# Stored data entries
----------

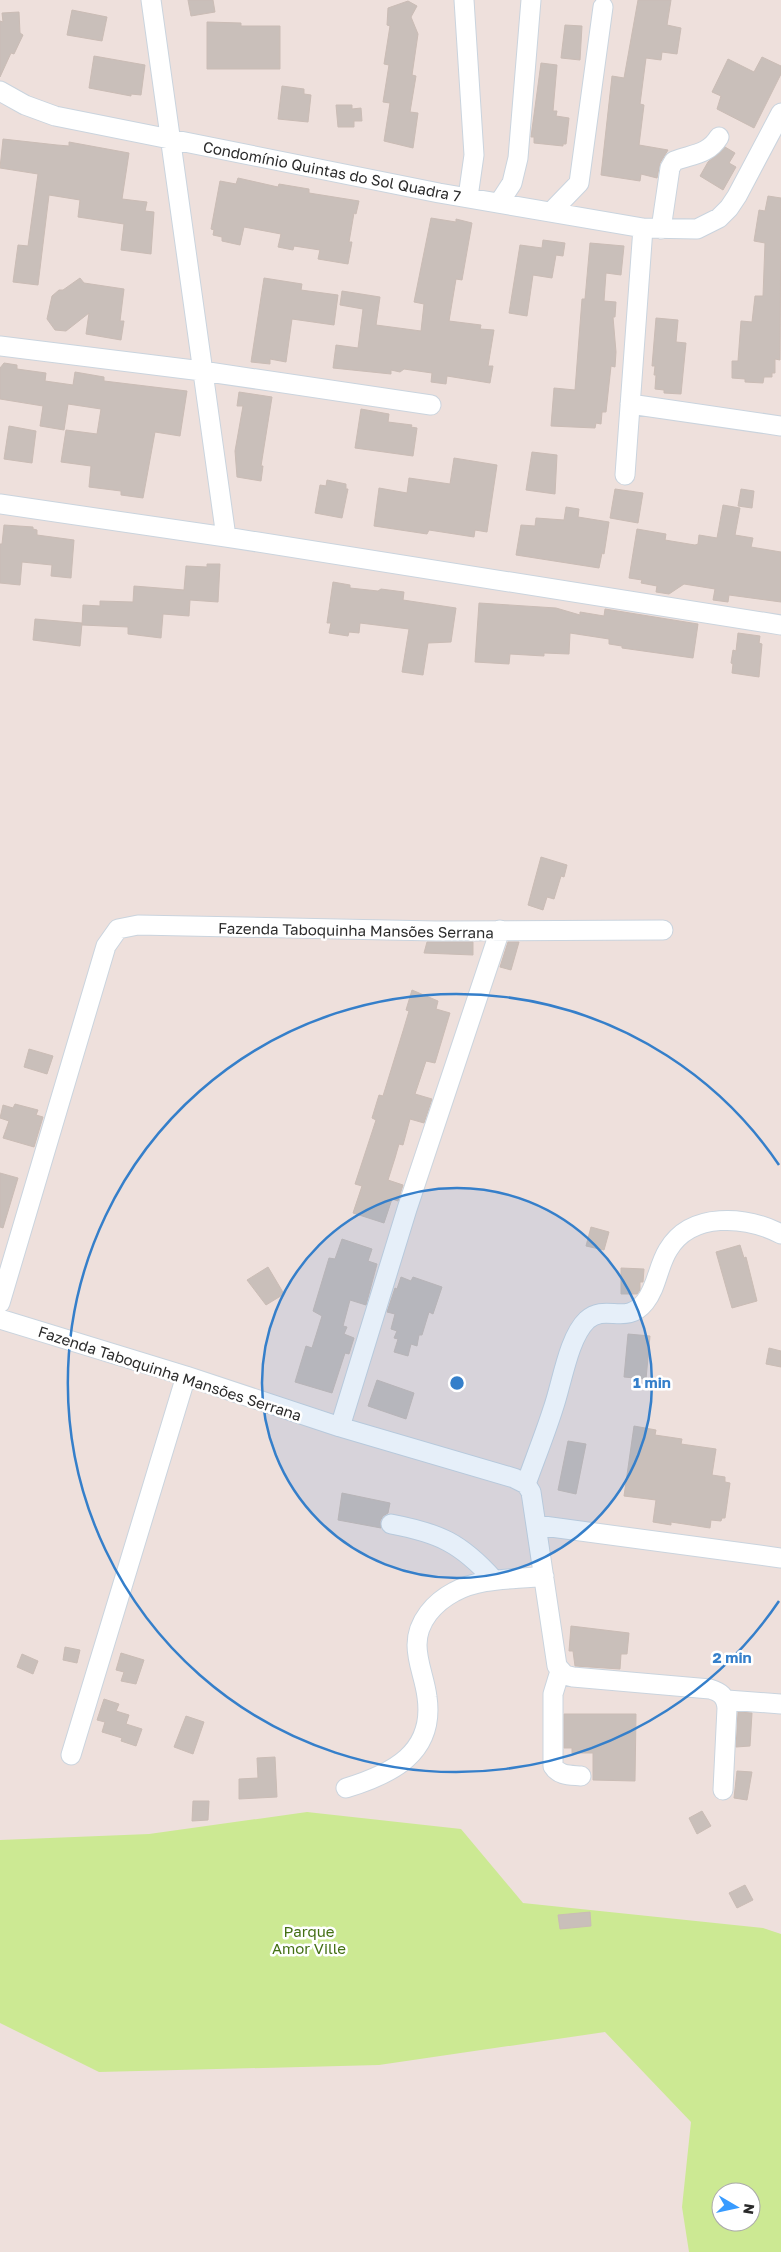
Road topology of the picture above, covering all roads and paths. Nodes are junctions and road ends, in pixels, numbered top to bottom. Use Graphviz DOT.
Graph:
graph roads {
  1 [pos="151,0"];
  2 [pos="464,0"];
  3 [pos="531,0"];
  4 [pos="603,7"];
  5 [pos="0,91"];
  6 [pos="781,113"];
  7 [pos="719,137"];
  8 [pos="169,139"];
  9 [pos="468,197"];
  10 [pos="499,203"];
  11 [pos="551,212"];
  12 [pos="658,229"];
  13 [pos="0,346"];
  14 [pos="202,371"];
  15 [pos="630,404"];
  16 [pos="431,405"];
  17 [pos="781,426"];
  18 [pos="625,475"];
  19 [pos="0,504"];
  20 [pos="226,537"];
  21 [pos="781,625"];
  22 [pos="500,930"];
  23 [pos="663,930"];
  24 [pos="781,1234"];
  25 [pos="0,1303"];
  26 [pos="0,1319"];
  27 [pos="186,1376"];
  28 [pos="340,1427"];
  29 [pos="526,1484"];
  30 [pos="390,1524"];
  31 [pos="536,1525"];
  32 [pos="781,1558"];
  33 [pos="544,1576"];
  34 [pos="494,1580"];
  35 [pos="560,1671"];
  36 [pos="726,1700"];
  37 [pos="781,1704"];
  38 [pos="71,1755"];
  39 [pos="581,1776"];
  40 [pos="346,1788"];
  41 [pos="723,1790"];
  1 -- 8 [label="street"];
  2 -- 9 [label="street"];
  3 -- 10 [label="street"];
  4 -- 11 [label="street"];
  5 -- 8 [label="street, Condomínio Quintas do Sol Quadra 7"];
  6 -- 12 [label="street, Condomínio Quintas do Sol Quadra 7"];
  7 -- 12 [label="street"];
  8 -- 9 [label="street, Condomínio Quintas do Sol Quadra 7"];
  8 -- 14 [label="street"];
  9 -- 10 [label="street, Condomínio Quintas do Sol Quadra 7"];
  10 -- 11 [label="street, Condomínio Quintas do Sol Quadra 7"];
  11 -- 12 [label="street, Condomínio Quintas do Sol Quadra 7"];
  12 -- 15 [label="street"];
  13 -- 14 [label="street"];
  14 -- 16 [label="street"];
  14 -- 20 [label="street"];
  15 -- 17 [label="street"];
  15 -- 18 [label="street"];
  19 -- 20 [label="street"];
  20 -- 21 [label="street"];
  22 -- 23 [label="street"];
  22 -- 25 [label="street, Fazenda Taboquinha Mansões Serrana"];
  22 -- 28 [label="street, Fazenda Taboquinha Mansões Serrana"];
  24 -- 29 [label="street"];
  26 -- 27 [label="street, Fazenda Taboquinha Mansões Serrana"];
  27 -- 28 [label="street, Fazenda Taboquinha Mansões Serrana"];
  27 -- 38 [label="street"];
  28 -- 29 [label="street, Fazenda Taboquinha Mansões Serrana"];
  29 -- 31 [label="street"];
  30 -- 34 [label="street"];
  31 -- 32 [label="street"];
  31 -- 33 [label="street"];
  33 -- 34 [label="street"];
  33 -- 35 [label="street"];
  34 -- 40 [label="street"];
  35 -- 36 [label="street"];
  35 -- 39 [label="street"];
  36 -- 37 [label="street"];
  36 -- 41 [label="street"];
}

----------

# Task instructions
Lines in the records above that carry the word "Condomínio" are to be located and copied.

# Solved exercise
  5 -- 8 [label="street, Condomínio Quintas do Sol Quadra 7"];
  6 -- 12 [label="street, Condomínio Quintas do Sol Quadra 7"];
  8 -- 9 [label="street, Condomínio Quintas do Sol Quadra 7"];
  9 -- 10 [label="street, Condomínio Quintas do Sol Quadra 7"];
  10 -- 11 [label="street, Condomínio Quintas do Sol Quadra 7"];
  11 -- 12 [label="street, Condomínio Quintas do Sol Quadra 7"];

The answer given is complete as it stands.